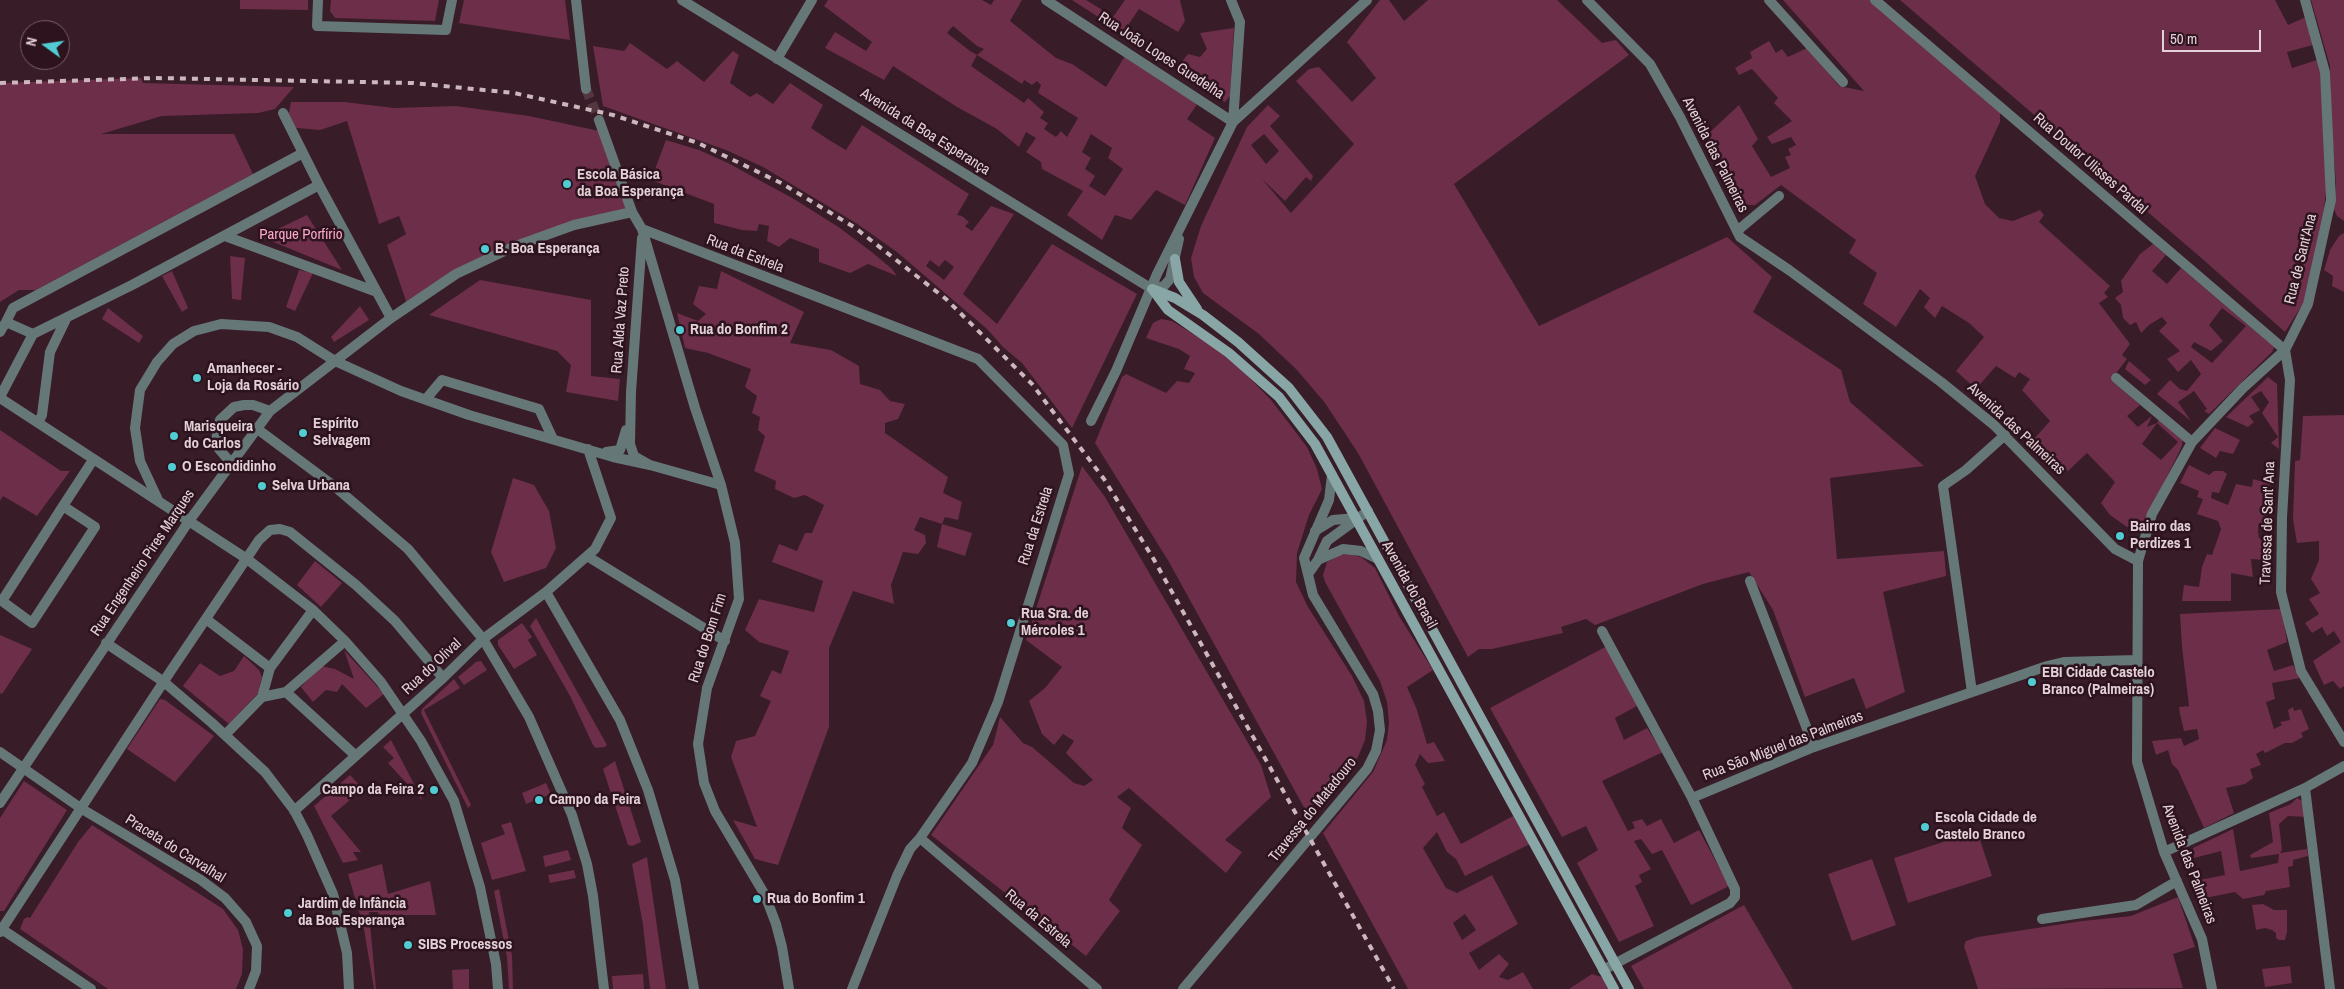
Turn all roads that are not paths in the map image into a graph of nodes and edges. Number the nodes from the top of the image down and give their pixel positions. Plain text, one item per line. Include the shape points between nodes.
1 (318, 0) edge
2 (452, 0) edge
3 (576, 0) edge
4 (682, 0) edge
5 (812, 0) edge
6 (1046, 0) edge
7 (1231, 0) edge
8 (1367, 0) edge
9 (1586, 0) edge
10 (1768, 0) edge
11 (1875, 0) edge
12 (2305, 0) edge
13 (777, 59) junction
14 (1843, 82) dead end
15 (586, 89) tunnel mouth
16 (283, 113) dead end
17 (599, 120) tunnel mouth
18 (1233, 122) junction
19 (303, 153) junction
20 (319, 186) junction
21 (1779, 196) dead end
22 (632, 212) junction
23 (1183, 223) junction
24 (642, 229) junction
25 (1737, 231) junction
26 (225, 236) junction
27 (1175, 259) junction
28 (1152, 289) junction
29 (377, 292) junction
30 (1203, 316) junction
31 (67, 317) junction
32 (391, 318) junction
33 (6, 322) junction
34 (0, 332) edge
35 (32, 334) junction
36 (2285, 350) junction
37 (335, 361) junction
38 (2116, 378) dead end
39 (0, 398) edge
40 (426, 399) junction
41 (270, 412) junction
42 (630, 412) junction
43 (1091, 421) dead end
44 (38, 423) junction
45 (256, 428) junction
46 (2005, 435) junction
47 (553, 439) junction
48 (2192, 442) junction
49 (588, 450) junction
50 (93, 460) junction
51 (231, 463) junction
52 (650, 465) junction
53 (1332, 474) junction
54 (721, 485) junction
55 (159, 503) junction
56 (63, 506) junction
57 (1368, 511) junction
58 (1356, 518) junction
59 (189, 521) junction
60 (1315, 531) junction
61 (591, 553) junction
62 (247, 559) junction
63 (1378, 559) junction
64 (1318, 560) junction
65 (2138, 561) junction
66 (1308, 574) junction
67 (1750, 581) dead end
68 (546, 592) junction
69 (313, 610) junction
70 (206, 619) junction
71 (1602, 631) dead end
72 (483, 639) junction
73 (345, 641) junction
74 (725, 641) junction
75 (106, 644) junction
76 (2136, 660) junction
77 (270, 668) junction
78 (443, 678) junction
79 (164, 682) junction
80 (286, 692) junction
81 (1972, 692) junction
82 (262, 697) junction
83 (402, 715) junction
84 (225, 735) junction
85 (2344, 742) edge
86 (1814, 747) junction
87 (0, 752) edge
88 (356, 756) junction
89 (2344, 766) edge
90 (23, 768) junction
91 (2304, 788) junction
92 (1692, 798) junction
93 (0, 803) edge
94 (82, 809) junction
95 (294, 811) junction
96 (920, 838) junction
97 (2164, 852) junction
98 (2177, 881) junction
99 (2042, 919) dead end
100 (1, 930) edge
101 (1615, 964) junction
102 (1603, 970) junction
103 (91, 989) edge
104 (249, 989) edge
105 (350, 989) edge
106 (498, 989) edge
107 (604, 989) edge
108 (694, 989) edge
109 (789, 989) edge
110 (852, 989) edge
111 (1097, 989) edge
112 (1182, 989) edge
113 (1614, 989) edge
114 (1629, 989) edge
115 (2212, 989) edge
116 (2330, 989) edge

1 - 2 street via 317,26 446,30
3 - 15 street
4 - 13 street, Avenida da Boa Esperança
5 - 13 street
6 - 18 street, Rua João Lopes Guedelha
7 - 18 street via 1240,22
8 - 18 street
9 - 25 street, Avenida das Palmeiras via 1650,64
10 - 14 street
11 - 36 street, Rua Doutor Ulisses Pardal
12 - 36 street, Rua de Sant'Ana via 2325,72 2331,200 2308,304
13 - 28 street, Avenida da Boa Esperança
16 - 19 street
17 - 22 street, Rua do Bom Fim
18 - 23 street
19 - 20 street
19 - 33 street via 13,308
20 - 26 street
20 - 29 street
21 - 25 street
22 - 24 street, Rua do Bom Fim
22 - 32 street via 574,225 513,247 456,274
23 - 27 street
23 - 28 street
24 - 42 street, Rua Alda Vaz Preto
24 - 54 street, Rua do Bom Fim via 694,408
24 - 96 street, Rua da Estrela via 978,359 1063,445 1069,474 998,702 972,763
25 - 46 street, Avenida das Palmeiras via 1740,237 1941,382
26 - 29 street
26 - 31 street
27 - 28 street via 1170,279 1164,286
27 - 30 main road, Avenida do Brasil via 1179,282
28 - 30 main road, Avenida do Brasil via 1175,298
28 - 43 street
28 - 53 main road, Avenida do Brasil via 1168,310 1229,353 1279,397 1316,444
29 - 32 street
30 - 57 main road, Avenida do Brasil via 1238,342 1289,388 1327,437
31 - 35 street
31 - 44 street via 50,352 42,415
32 - 37 street
33 - 34 street
33 - 35 street
35 - 39 street
36 - 48 street, Rua de Sant'Ana via 2243,388
36 - 85 street, Travessa de Sant' Ana via 2290,380 2281,592 2301,671
37 - 40 street
37 - 41 street, Rua Engenheiro Pires Marques
37 - 55 street via 296,337 269,327 245,324 212,326 194,331 173,344 156,362 140,390 135,428 140,461
38 - 48 street
39 - 44 street
40 - 47 street
40 - 47 street via 442,380 538,409
41 - 45 street, Rua Engenheiro Pires Marques
41 - 51 street via 244,405 234,408 220,420 216,440
42 - 49 street via 620,450
42 - 52 street via 630,444 634,456
44 - 50 street
45 - 51 street, Rua Engenheiro Pires Marques
45 - 72 street via 334,486 408,549
46 - 65 street, Avenida das Palmeiras via 2115,548
46 - 81 street via 1943,486
47 - 49 street
48 - 65 street, Rua de Sant'Ana via 2152,514
49 - 52 street
49 - 61 street via 611,518
50 - 55 street
50 - 56 street
51 - 59 street, Rua Engenheiro Pires Marques
52 - 54 street
53 - 58 main road, Avenida do Brasil
53 - 60 street, Travessa do Matadouro via 1328,500
54 - 74 street, Rua do Bom Fim via 735,543 739,599
55 - 59 street
56 - 56 street via 2,601 32,623 95,527
57 - 58 street
57 - 101 main road, Avenida do Brasil
58 - 60 street via 1333,520
58 - 63 main road, Avenida do Brasil
58 - 64 street via 1327,541
59 - 62 street
59 - 75 street, Rua Engenheiro Pires Marques
60 - 66 street, Travessa do Matadouro via 1304,558
61 - 68 street, Rua do Olival
61 - 74 street
62 - 69 street
62 - 70 street
62 - 78 street via 270,530 290,532 395,621
63 - 64 street via 1361,551 1343,549
63 - 102 main road, Avenida do Brasil
64 - 66 street
65 - 76 street, Avenida das Palmeiras
66 - 112 street, Travessa do Matadouro via 1313,595 1373,694 1380,730 1376,751 1367,769
67 - 86 street
68 - 72 street, Rua do Olival
68 - 108 street via 620,720 648,790 675,880
69 - 73 street
69 - 77 street
70 - 77 street
70 - 79 street
71 - 92 street
72 - 78 street, Rua do Olival
72 - 107 street via 529,717 572,815 593,896
73 - 80 street
73 - 83 street via 381,682
74 - 109 street, Rua do Bom Fim via 701,713 698,744 704,783 715,811 765,895 782,947
75 - 79 street
75 - 90 street, Rua Engenheiro Pires Marques
76 - 81 street, Rua São Miguel das Palmeiras via 2064,662
76 - 97 street, Avenida das Palmeiras via 2137,762
77 - 82 street
78 - 83 street, Rua do Olival
79 - 84 street
79 - 94 street
80 - 82 street
80 - 88 street
81 - 86 street, Rua São Miguel das Palmeiras
82 - 84 street
83 - 88 street, Rua do Olival
83 - 106 street via 421,741 454,801 480,887
84 - 95 street via 265,772
86 - 92 street, Rua São Miguel das Palmeiras
87 - 90 street, Praceta do Carvalhal
88 - 95 street, Rua do Olival
89 - 91 street
90 - 93 street, Rua Engenheiro Pires Marques
90 - 94 street, Praceta do Carvalhal
91 - 97 street
91 - 116 street
92 - 101 street, Rua São Miguel das Palmeiras via 1735,897
94 - 100 street
94 - 104 street, Praceta do Carvalhal via 201,880 225,898 246,922 257,946 256,971
95 - 105 street via 333,894 347,953
96 - 110 street via 910,849
96 - 111 street, Rua da Estrela
97 - 98 street, Avenida das Palmeiras
98 - 99 street via 2136,905
98 - 115 street, Avenida das Palmeiras via 2202,939
100 - 103 street
101 - 102 street, Rua São Miguel das Palmeiras
101 - 114 main road, Avenida do Brasil
102 - 113 main road, Avenida do Brasil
☆ ☆ ☆
Your instructions:
Wherever "Estrela" appears in a line of the entries, copy that line.

Written answer:
24 - 96 street, Rua da Estrela via 978,359 1063,445 1069,474 998,702 972,763
96 - 111 street, Rua da Estrela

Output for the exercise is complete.